Leave out all images and set down the records exactly as given.

______________________________

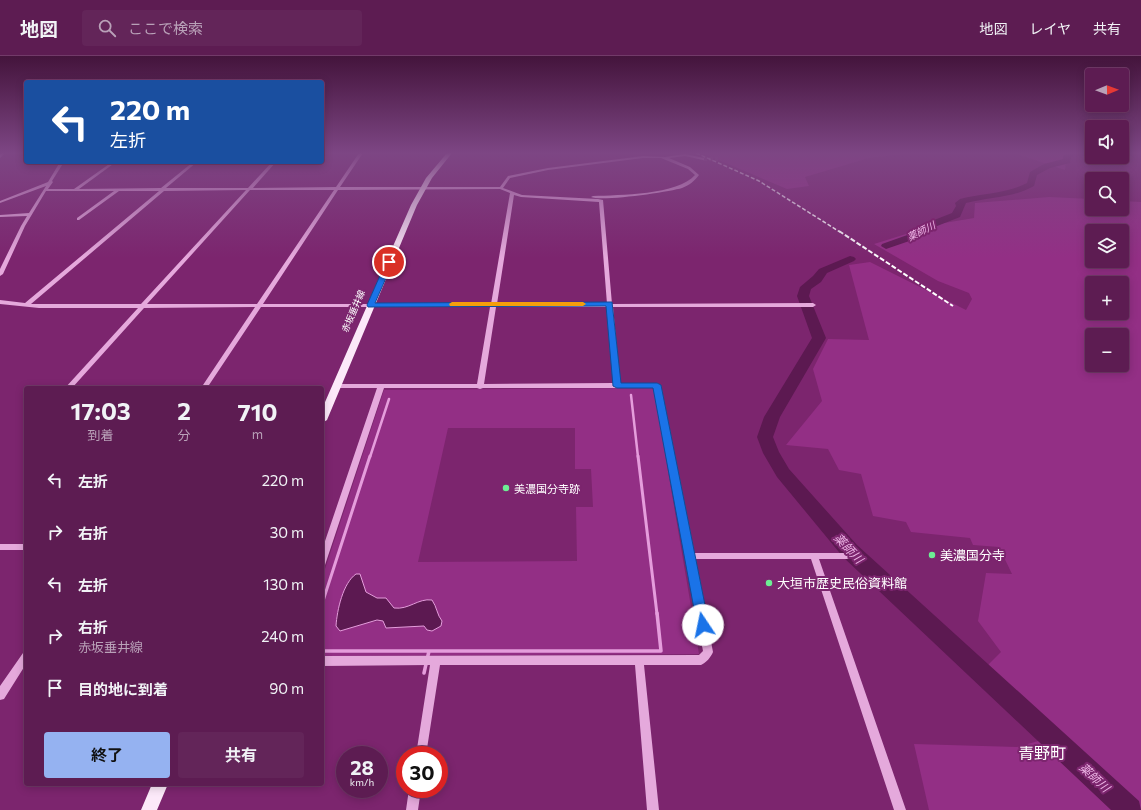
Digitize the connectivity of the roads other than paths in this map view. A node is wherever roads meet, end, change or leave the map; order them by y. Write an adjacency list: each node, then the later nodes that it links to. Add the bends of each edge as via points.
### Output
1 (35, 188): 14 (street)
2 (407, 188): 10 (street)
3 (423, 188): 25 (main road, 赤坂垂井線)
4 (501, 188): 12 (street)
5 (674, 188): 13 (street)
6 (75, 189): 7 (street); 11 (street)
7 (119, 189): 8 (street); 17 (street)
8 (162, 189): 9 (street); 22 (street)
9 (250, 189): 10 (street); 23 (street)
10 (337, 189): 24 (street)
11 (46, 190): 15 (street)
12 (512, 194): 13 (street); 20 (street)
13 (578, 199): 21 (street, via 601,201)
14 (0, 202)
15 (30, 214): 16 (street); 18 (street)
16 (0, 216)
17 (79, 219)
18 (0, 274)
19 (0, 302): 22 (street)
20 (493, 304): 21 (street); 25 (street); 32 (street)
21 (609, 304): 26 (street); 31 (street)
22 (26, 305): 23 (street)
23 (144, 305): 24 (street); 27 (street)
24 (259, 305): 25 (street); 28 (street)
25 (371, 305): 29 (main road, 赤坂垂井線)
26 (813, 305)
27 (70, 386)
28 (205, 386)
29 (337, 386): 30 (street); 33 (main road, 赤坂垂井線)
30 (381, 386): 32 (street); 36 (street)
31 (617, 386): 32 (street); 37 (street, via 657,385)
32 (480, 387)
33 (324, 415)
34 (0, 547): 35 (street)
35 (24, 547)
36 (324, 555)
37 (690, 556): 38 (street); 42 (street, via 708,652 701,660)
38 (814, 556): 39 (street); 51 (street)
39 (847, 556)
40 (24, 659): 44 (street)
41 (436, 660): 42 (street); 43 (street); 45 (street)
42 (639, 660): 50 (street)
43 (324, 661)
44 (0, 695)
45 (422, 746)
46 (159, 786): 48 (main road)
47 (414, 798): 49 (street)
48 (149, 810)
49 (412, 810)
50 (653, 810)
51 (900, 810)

______________________________

* _WRITTEN REPLY_:
Digitize the connectivity of the roads other than paths in this map view. A node is wherever roads meet, end, change or leave the map; order them by y. Write an adjacency list: each node, then the later nodes that it links to. Add the bends of each edge as via points.
### Output
1 (35, 188): 14 (street)
2 (407, 188): 10 (street)
3 (423, 188): 25 (main road, 赤坂垂井線)
4 (501, 188): 12 (street)
5 (674, 188): 13 (street)
6 (75, 189): 7 (street); 11 (street)
7 (119, 189): 8 (street); 17 (street)
8 (162, 189): 9 (street); 22 (street)
9 (250, 189): 10 (street); 23 (street)
10 (337, 189): 24 (street)
11 (46, 190): 15 (street)
12 (512, 194): 13 (street); 20 (street)
13 (578, 199): 21 (street, via 601,201)
14 (0, 202)
15 (30, 214): 16 (street); 18 (street)
16 (0, 216)
17 (79, 219)
18 (0, 274)
19 (0, 302): 22 (street)
20 (493, 304): 21 (street); 25 (street); 32 (street)
21 (609, 304): 26 (street); 31 (street)
22 (26, 305): 23 (street)
23 (144, 305): 24 (street); 27 (street)
24 (259, 305): 25 (street); 28 (street)
25 (371, 305): 29 (main road, 赤坂垂井線)
26 (813, 305)
27 (70, 386)
28 (205, 386)
29 (337, 386): 30 (street); 33 (main road, 赤坂垂井線)
30 (381, 386): 32 (street); 36 (street)
31 (617, 386): 32 (street); 37 (street, via 657,385)
32 (480, 387)
33 (324, 415)
34 (0, 547): 35 (street)
35 (24, 547)
36 (324, 555)
37 (690, 556): 38 (street); 42 (street, via 708,652 701,660)
38 (814, 556): 39 (street); 51 (street)
39 (847, 556)
40 (24, 659): 44 (street)
41 (436, 660): 42 (street); 43 (street); 45 (street)
42 (639, 660): 50 (street)
43 (324, 661)
44 (0, 695)
45 (422, 746)
46 (159, 786): 48 (main road)
47 (414, 798): 49 (street)
48 (149, 810)
49 (412, 810)
50 (653, 810)
51 (900, 810)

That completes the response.